[Opening Input records section]
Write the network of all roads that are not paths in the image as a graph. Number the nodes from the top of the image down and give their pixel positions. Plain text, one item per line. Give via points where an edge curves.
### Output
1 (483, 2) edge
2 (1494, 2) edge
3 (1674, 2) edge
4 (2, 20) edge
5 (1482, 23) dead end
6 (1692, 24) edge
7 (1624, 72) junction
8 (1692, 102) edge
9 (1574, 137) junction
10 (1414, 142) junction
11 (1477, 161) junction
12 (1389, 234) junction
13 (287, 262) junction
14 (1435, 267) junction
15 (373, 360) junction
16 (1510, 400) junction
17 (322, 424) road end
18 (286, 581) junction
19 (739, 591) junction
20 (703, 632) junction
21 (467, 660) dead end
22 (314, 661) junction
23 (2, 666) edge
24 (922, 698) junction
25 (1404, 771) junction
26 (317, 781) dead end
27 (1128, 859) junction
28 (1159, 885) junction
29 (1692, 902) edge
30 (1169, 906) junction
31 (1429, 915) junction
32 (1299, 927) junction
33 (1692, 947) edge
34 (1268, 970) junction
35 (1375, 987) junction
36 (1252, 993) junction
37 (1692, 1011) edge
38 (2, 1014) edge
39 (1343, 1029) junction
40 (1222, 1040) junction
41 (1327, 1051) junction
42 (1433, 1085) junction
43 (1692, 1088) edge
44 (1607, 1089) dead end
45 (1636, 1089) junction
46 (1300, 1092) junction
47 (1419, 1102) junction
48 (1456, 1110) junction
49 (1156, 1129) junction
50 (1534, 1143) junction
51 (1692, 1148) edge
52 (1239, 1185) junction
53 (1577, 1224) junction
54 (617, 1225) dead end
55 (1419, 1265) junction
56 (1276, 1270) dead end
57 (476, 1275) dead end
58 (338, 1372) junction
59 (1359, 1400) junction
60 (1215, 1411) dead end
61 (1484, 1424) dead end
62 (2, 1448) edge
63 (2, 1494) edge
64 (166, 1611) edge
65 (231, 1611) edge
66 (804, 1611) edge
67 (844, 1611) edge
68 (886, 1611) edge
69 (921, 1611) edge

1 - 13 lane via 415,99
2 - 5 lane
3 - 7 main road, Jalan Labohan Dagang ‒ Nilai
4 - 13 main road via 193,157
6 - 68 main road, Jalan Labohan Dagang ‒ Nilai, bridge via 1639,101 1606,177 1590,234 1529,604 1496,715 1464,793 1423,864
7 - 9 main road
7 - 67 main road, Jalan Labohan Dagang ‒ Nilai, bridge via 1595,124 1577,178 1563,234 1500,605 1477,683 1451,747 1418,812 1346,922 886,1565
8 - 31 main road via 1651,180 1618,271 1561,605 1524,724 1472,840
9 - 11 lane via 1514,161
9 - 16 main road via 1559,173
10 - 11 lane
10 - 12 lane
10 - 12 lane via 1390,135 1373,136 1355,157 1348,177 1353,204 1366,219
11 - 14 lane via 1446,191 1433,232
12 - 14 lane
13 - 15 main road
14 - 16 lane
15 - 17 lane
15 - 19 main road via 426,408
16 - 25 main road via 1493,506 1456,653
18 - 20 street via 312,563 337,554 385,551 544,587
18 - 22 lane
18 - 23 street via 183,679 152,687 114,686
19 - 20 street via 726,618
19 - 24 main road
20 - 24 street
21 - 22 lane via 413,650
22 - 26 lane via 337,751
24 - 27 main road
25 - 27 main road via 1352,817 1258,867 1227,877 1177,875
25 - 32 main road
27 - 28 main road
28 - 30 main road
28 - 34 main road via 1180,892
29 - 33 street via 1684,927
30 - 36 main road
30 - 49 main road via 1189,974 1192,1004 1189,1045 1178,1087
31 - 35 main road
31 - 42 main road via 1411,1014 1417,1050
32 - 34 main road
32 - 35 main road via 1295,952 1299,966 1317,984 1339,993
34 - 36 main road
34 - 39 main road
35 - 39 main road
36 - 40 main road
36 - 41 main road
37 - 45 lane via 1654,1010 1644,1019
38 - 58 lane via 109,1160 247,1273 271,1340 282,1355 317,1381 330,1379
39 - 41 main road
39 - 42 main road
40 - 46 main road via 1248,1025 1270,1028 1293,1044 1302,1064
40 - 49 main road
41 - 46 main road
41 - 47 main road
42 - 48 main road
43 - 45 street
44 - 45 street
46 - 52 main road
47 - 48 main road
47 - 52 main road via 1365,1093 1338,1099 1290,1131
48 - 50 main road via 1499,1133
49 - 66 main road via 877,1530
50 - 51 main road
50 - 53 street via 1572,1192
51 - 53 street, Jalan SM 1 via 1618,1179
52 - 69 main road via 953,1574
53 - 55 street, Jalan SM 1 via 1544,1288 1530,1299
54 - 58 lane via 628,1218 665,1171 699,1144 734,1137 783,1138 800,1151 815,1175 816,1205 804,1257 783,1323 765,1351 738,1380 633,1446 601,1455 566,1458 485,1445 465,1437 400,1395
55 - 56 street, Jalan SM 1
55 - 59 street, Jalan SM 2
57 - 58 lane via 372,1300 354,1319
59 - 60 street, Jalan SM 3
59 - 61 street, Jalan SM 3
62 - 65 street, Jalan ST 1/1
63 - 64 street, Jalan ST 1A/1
[Closing Input records section]
Retype each line above with no alterations.

## Solved problem:
Write the network of all roads that are not paths in the image as a graph. Number the nodes from the top of the image down and give their pixel positions. Plain text, one item per line. Give via points where an edge curves.
### Output
1 (483, 2) edge
2 (1494, 2) edge
3 (1674, 2) edge
4 (2, 20) edge
5 (1482, 23) dead end
6 (1692, 24) edge
7 (1624, 72) junction
8 (1692, 102) edge
9 (1574, 137) junction
10 (1414, 142) junction
11 (1477, 161) junction
12 (1389, 234) junction
13 (287, 262) junction
14 (1435, 267) junction
15 (373, 360) junction
16 (1510, 400) junction
17 (322, 424) road end
18 (286, 581) junction
19 (739, 591) junction
20 (703, 632) junction
21 (467, 660) dead end
22 (314, 661) junction
23 (2, 666) edge
24 (922, 698) junction
25 (1404, 771) junction
26 (317, 781) dead end
27 (1128, 859) junction
28 (1159, 885) junction
29 (1692, 902) edge
30 (1169, 906) junction
31 (1429, 915) junction
32 (1299, 927) junction
33 (1692, 947) edge
34 (1268, 970) junction
35 (1375, 987) junction
36 (1252, 993) junction
37 (1692, 1011) edge
38 (2, 1014) edge
39 (1343, 1029) junction
40 (1222, 1040) junction
41 (1327, 1051) junction
42 (1433, 1085) junction
43 (1692, 1088) edge
44 (1607, 1089) dead end
45 (1636, 1089) junction
46 (1300, 1092) junction
47 (1419, 1102) junction
48 (1456, 1110) junction
49 (1156, 1129) junction
50 (1534, 1143) junction
51 (1692, 1148) edge
52 (1239, 1185) junction
53 (1577, 1224) junction
54 (617, 1225) dead end
55 (1419, 1265) junction
56 (1276, 1270) dead end
57 (476, 1275) dead end
58 (338, 1372) junction
59 (1359, 1400) junction
60 (1215, 1411) dead end
61 (1484, 1424) dead end
62 (2, 1448) edge
63 (2, 1494) edge
64 (166, 1611) edge
65 (231, 1611) edge
66 (804, 1611) edge
67 (844, 1611) edge
68 (886, 1611) edge
69 (921, 1611) edge

1 - 13 lane via 415,99
2 - 5 lane
3 - 7 main road, Jalan Labohan Dagang ‒ Nilai
4 - 13 main road via 193,157
6 - 68 main road, Jalan Labohan Dagang ‒ Nilai, bridge via 1639,101 1606,177 1590,234 1529,604 1496,715 1464,793 1423,864
7 - 9 main road
7 - 67 main road, Jalan Labohan Dagang ‒ Nilai, bridge via 1595,124 1577,178 1563,234 1500,605 1477,683 1451,747 1418,812 1346,922 886,1565
8 - 31 main road via 1651,180 1618,271 1561,605 1524,724 1472,840
9 - 11 lane via 1514,161
9 - 16 main road via 1559,173
10 - 11 lane
10 - 12 lane
10 - 12 lane via 1390,135 1373,136 1355,157 1348,177 1353,204 1366,219
11 - 14 lane via 1446,191 1433,232
12 - 14 lane
13 - 15 main road
14 - 16 lane
15 - 17 lane
15 - 19 main road via 426,408
16 - 25 main road via 1493,506 1456,653
18 - 20 street via 312,563 337,554 385,551 544,587
18 - 22 lane
18 - 23 street via 183,679 152,687 114,686
19 - 20 street via 726,618
19 - 24 main road
20 - 24 street
21 - 22 lane via 413,650
22 - 26 lane via 337,751
24 - 27 main road
25 - 27 main road via 1352,817 1258,867 1227,877 1177,875
25 - 32 main road
27 - 28 main road
28 - 30 main road
28 - 34 main road via 1180,892
29 - 33 street via 1684,927
30 - 36 main road
30 - 49 main road via 1189,974 1192,1004 1189,1045 1178,1087
31 - 35 main road
31 - 42 main road via 1411,1014 1417,1050
32 - 34 main road
32 - 35 main road via 1295,952 1299,966 1317,984 1339,993
34 - 36 main road
34 - 39 main road
35 - 39 main road
36 - 40 main road
36 - 41 main road
37 - 45 lane via 1654,1010 1644,1019
38 - 58 lane via 109,1160 247,1273 271,1340 282,1355 317,1381 330,1379
39 - 41 main road
39 - 42 main road
40 - 46 main road via 1248,1025 1270,1028 1293,1044 1302,1064
40 - 49 main road
41 - 46 main road
41 - 47 main road
42 - 48 main road
43 - 45 street
44 - 45 street
46 - 52 main road
47 - 48 main road
47 - 52 main road via 1365,1093 1338,1099 1290,1131
48 - 50 main road via 1499,1133
49 - 66 main road via 877,1530
50 - 51 main road
50 - 53 street via 1572,1192
51 - 53 street, Jalan SM 1 via 1618,1179
52 - 69 main road via 953,1574
53 - 55 street, Jalan SM 1 via 1544,1288 1530,1299
54 - 58 lane via 628,1218 665,1171 699,1144 734,1137 783,1138 800,1151 815,1175 816,1205 804,1257 783,1323 765,1351 738,1380 633,1446 601,1455 566,1458 485,1445 465,1437 400,1395
55 - 56 street, Jalan SM 1
55 - 59 street, Jalan SM 2
57 - 58 lane via 372,1300 354,1319
59 - 60 street, Jalan SM 3
59 - 61 street, Jalan SM 3
62 - 65 street, Jalan ST 1/1
63 - 64 street, Jalan ST 1A/1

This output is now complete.